Each line that contains the word "Boulevard" is to be copied from the records below.

-------- Available data

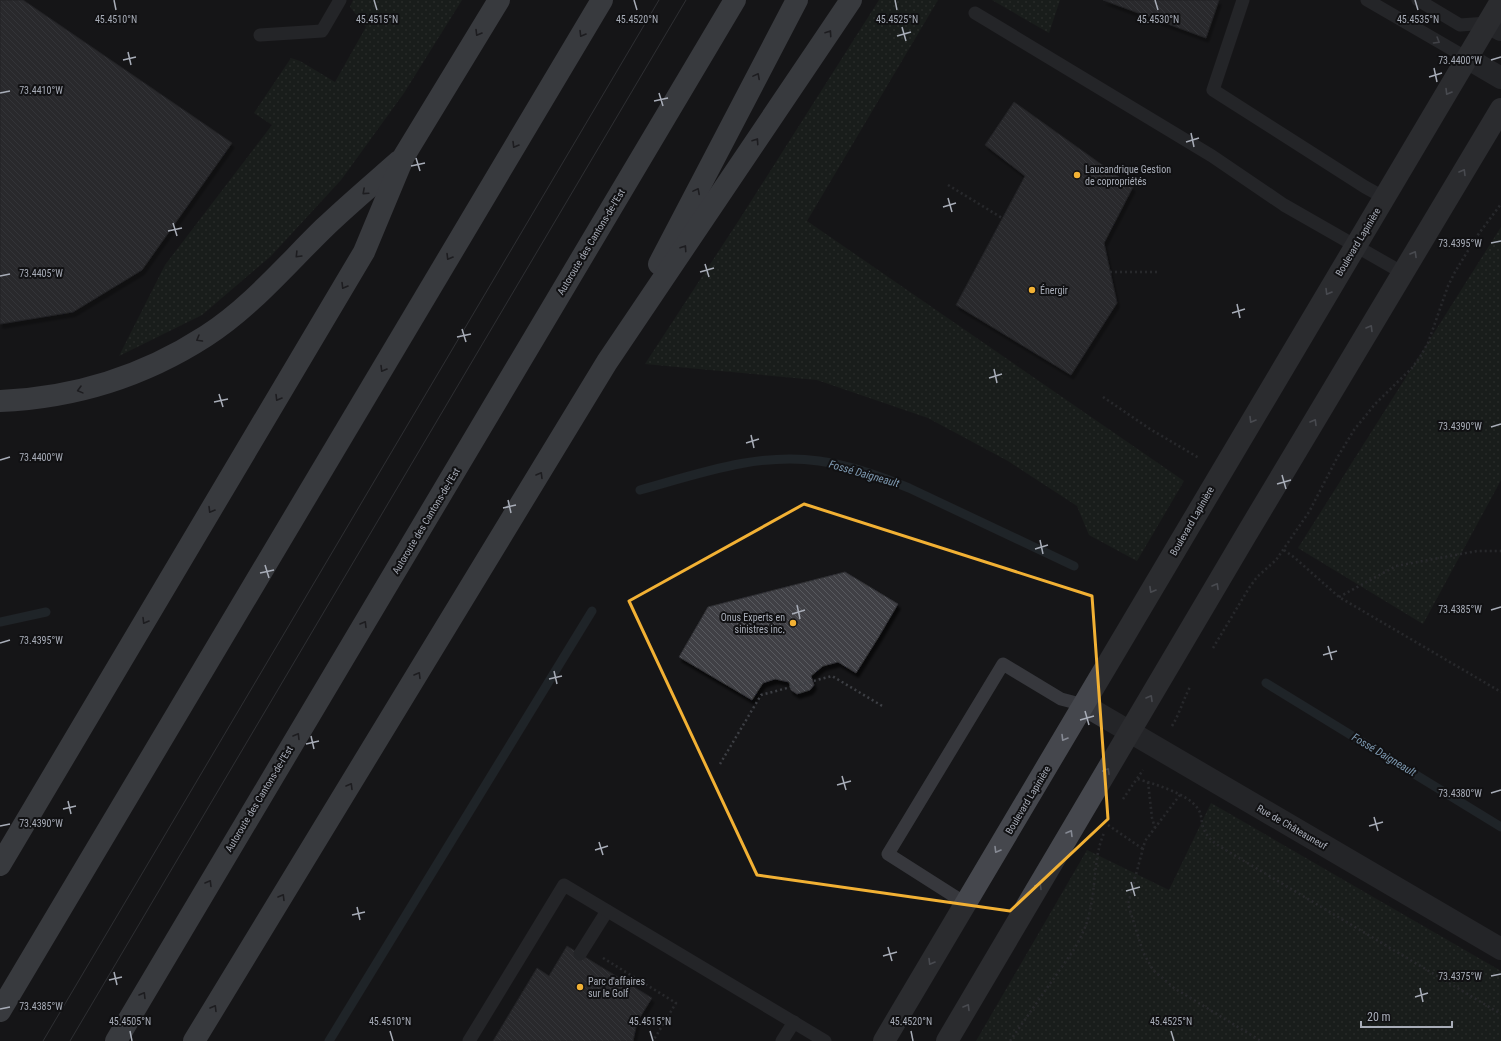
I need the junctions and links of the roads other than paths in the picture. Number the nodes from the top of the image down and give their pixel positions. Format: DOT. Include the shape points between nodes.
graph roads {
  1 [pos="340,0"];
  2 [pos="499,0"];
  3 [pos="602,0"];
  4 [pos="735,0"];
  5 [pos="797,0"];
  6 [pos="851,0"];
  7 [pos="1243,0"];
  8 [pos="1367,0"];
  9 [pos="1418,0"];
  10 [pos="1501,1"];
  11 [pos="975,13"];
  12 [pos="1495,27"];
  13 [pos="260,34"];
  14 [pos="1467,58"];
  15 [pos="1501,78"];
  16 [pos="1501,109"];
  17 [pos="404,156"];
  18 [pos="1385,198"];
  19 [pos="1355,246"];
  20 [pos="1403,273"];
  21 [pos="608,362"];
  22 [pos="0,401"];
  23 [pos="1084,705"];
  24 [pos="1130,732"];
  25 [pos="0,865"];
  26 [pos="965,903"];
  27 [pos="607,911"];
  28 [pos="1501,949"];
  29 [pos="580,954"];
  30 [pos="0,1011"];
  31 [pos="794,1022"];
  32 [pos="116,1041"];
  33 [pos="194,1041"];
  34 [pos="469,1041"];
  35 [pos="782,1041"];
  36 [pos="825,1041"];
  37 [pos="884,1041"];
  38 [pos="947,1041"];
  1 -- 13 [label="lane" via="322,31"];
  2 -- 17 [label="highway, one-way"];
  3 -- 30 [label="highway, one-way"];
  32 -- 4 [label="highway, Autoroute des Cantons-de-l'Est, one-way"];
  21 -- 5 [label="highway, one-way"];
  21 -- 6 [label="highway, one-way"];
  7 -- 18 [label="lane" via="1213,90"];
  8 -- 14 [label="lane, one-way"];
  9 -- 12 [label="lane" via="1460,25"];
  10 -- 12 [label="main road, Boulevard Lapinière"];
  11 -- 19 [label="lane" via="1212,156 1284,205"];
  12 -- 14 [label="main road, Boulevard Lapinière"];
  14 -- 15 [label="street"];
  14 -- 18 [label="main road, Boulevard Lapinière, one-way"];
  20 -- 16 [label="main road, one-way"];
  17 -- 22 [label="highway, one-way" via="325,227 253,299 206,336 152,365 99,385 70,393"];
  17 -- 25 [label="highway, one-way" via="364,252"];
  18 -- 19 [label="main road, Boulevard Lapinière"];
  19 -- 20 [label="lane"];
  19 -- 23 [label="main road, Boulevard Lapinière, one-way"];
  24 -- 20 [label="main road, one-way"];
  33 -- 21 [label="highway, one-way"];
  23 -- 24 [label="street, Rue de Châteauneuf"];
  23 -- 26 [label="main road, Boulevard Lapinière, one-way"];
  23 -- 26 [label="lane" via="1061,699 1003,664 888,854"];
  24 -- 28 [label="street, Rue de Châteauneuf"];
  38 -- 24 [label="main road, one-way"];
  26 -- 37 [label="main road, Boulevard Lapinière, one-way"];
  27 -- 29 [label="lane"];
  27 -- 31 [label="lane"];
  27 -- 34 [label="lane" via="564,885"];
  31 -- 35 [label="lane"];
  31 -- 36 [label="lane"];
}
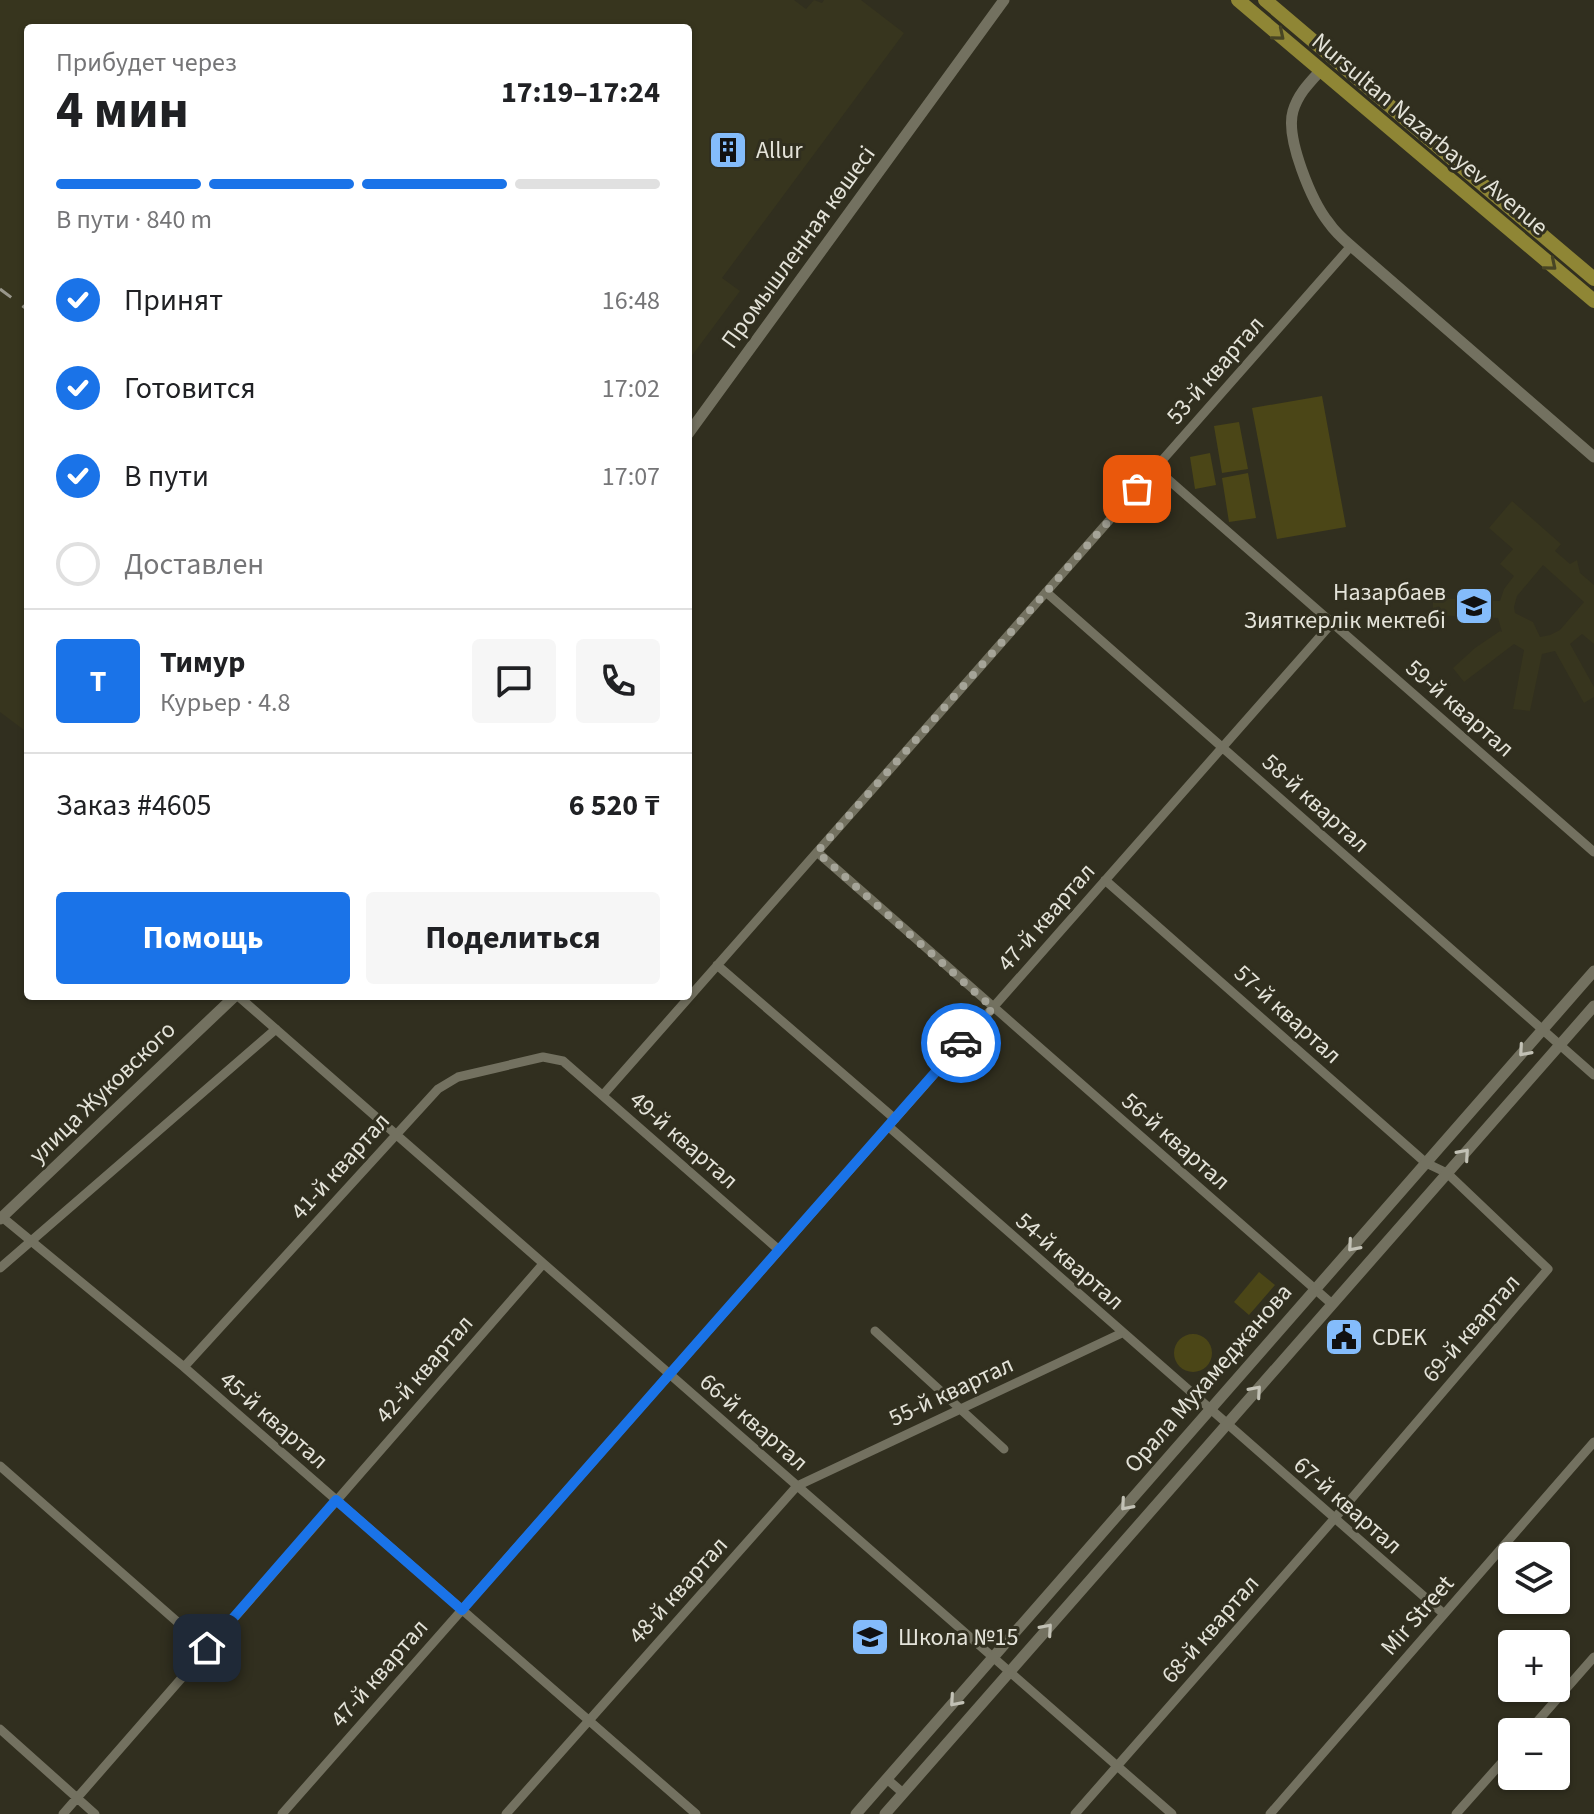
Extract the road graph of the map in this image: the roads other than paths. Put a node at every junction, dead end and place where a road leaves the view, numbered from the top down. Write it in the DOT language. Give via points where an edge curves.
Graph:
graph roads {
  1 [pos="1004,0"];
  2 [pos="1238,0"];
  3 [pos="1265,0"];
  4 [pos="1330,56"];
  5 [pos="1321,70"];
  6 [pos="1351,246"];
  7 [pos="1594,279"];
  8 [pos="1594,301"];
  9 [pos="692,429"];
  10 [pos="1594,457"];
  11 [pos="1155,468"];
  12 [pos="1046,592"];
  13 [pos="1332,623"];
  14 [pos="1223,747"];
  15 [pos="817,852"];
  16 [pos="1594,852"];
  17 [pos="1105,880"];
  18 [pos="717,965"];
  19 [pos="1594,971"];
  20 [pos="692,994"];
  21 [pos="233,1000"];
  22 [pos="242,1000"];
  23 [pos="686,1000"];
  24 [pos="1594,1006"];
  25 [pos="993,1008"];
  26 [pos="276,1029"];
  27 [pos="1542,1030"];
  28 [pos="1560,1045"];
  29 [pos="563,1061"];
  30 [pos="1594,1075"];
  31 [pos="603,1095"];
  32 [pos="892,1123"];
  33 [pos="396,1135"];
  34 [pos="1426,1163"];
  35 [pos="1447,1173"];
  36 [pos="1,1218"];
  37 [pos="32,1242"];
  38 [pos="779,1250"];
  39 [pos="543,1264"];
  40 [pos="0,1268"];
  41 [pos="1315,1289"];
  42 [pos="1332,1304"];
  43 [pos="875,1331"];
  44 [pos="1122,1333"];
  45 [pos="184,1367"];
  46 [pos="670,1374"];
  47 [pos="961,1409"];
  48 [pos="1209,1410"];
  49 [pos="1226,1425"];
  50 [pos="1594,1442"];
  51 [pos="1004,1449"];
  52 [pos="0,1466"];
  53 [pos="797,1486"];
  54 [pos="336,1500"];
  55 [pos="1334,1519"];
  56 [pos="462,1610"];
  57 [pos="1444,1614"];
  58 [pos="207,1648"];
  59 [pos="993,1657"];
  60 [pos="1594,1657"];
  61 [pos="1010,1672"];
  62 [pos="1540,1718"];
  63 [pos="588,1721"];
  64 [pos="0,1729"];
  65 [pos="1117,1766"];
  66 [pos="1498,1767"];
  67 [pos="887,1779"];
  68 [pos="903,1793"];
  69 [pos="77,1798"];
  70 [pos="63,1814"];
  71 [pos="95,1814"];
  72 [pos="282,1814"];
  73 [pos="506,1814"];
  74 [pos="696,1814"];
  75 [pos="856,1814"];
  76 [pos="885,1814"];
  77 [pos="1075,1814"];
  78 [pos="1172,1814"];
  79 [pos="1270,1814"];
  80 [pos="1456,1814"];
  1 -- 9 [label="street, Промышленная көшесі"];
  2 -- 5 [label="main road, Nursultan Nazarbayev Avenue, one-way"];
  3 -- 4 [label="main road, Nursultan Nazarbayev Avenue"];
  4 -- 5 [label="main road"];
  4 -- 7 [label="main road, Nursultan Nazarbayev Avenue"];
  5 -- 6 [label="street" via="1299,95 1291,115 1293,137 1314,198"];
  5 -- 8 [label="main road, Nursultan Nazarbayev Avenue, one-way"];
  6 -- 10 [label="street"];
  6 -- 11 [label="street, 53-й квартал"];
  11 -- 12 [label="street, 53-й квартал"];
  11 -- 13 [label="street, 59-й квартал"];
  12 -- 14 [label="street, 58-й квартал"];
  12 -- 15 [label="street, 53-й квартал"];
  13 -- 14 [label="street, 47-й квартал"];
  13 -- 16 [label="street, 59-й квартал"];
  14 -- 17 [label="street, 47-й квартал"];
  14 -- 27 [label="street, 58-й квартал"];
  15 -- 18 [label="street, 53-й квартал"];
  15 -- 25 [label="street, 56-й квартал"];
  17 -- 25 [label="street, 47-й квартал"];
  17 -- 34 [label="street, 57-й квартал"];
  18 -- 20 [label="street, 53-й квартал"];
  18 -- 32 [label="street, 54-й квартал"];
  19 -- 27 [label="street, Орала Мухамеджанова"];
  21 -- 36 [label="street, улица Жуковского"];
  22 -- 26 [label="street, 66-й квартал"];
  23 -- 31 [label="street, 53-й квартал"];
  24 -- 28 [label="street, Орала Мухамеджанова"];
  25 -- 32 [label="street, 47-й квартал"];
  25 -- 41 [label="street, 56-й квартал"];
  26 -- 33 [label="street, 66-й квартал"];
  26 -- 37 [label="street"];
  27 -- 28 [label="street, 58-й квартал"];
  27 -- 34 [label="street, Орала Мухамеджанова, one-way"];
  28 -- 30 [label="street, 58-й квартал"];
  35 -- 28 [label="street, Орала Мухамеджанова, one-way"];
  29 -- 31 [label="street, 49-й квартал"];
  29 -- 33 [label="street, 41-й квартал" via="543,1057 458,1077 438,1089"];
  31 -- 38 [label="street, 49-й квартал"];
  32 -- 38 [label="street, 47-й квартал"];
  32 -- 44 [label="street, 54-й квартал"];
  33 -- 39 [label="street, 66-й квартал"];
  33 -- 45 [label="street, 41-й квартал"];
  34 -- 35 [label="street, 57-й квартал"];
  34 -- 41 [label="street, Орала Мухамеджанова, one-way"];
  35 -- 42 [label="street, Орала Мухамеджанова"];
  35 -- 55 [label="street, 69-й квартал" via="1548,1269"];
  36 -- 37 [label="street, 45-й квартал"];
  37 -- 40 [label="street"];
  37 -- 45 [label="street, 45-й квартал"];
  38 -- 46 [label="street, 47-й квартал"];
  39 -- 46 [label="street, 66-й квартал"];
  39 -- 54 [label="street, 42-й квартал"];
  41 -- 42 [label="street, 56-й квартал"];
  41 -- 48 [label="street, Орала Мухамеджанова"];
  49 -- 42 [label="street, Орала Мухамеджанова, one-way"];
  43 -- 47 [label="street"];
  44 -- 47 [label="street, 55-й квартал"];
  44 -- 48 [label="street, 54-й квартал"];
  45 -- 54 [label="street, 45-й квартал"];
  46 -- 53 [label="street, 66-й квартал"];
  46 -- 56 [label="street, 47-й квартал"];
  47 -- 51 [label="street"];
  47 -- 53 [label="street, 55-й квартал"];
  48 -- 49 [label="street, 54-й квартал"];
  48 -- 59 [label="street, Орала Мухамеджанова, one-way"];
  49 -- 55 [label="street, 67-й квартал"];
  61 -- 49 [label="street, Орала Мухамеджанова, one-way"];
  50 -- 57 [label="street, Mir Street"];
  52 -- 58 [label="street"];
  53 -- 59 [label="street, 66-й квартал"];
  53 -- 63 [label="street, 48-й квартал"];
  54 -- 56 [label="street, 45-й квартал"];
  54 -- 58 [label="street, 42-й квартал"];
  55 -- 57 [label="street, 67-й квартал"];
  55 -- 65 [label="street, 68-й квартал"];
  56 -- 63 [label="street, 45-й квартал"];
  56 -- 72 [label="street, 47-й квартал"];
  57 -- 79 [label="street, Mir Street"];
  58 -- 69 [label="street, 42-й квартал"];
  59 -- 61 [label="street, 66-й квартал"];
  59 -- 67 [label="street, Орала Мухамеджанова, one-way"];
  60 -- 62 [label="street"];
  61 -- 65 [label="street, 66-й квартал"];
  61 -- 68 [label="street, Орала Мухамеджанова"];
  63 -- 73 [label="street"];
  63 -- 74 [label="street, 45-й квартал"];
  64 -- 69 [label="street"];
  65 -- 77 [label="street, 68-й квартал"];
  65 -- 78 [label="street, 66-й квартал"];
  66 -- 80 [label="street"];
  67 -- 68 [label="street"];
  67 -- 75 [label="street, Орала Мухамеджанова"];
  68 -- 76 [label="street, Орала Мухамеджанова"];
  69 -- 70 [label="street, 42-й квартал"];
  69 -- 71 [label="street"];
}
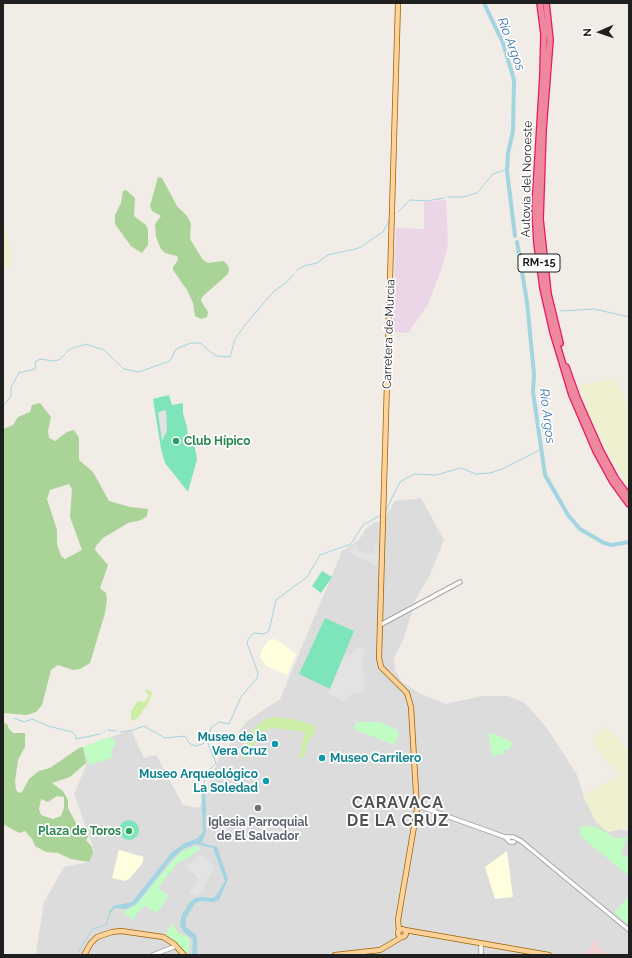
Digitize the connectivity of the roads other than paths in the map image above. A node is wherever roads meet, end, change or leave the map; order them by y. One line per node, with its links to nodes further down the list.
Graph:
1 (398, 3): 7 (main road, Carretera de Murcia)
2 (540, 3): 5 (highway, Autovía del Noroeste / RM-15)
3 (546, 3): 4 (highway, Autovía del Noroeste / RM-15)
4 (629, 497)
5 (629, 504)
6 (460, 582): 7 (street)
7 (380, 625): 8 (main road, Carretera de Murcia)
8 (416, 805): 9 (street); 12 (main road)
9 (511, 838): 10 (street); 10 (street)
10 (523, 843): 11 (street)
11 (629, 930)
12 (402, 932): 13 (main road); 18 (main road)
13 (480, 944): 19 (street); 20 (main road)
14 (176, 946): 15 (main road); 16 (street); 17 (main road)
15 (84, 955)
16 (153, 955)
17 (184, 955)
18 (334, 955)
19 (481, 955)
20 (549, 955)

----------------

Written solution:
  10 -- 12 [label="main road, Boulevard Lapinière"];
  12 -- 14 [label="main road, Boulevard Lapinière"];
  14 -- 18 [label="main road, Boulevard Lapinière, one-way"];
  18 -- 19 [label="main road, Boulevard Lapinière"];
  19 -- 23 [label="main road, Boulevard Lapinière, one-way"];
  23 -- 26 [label="main road, Boulevard Lapinière, one-way"];
  26 -- 37 [label="main road, Boulevard Lapinière, one-way"];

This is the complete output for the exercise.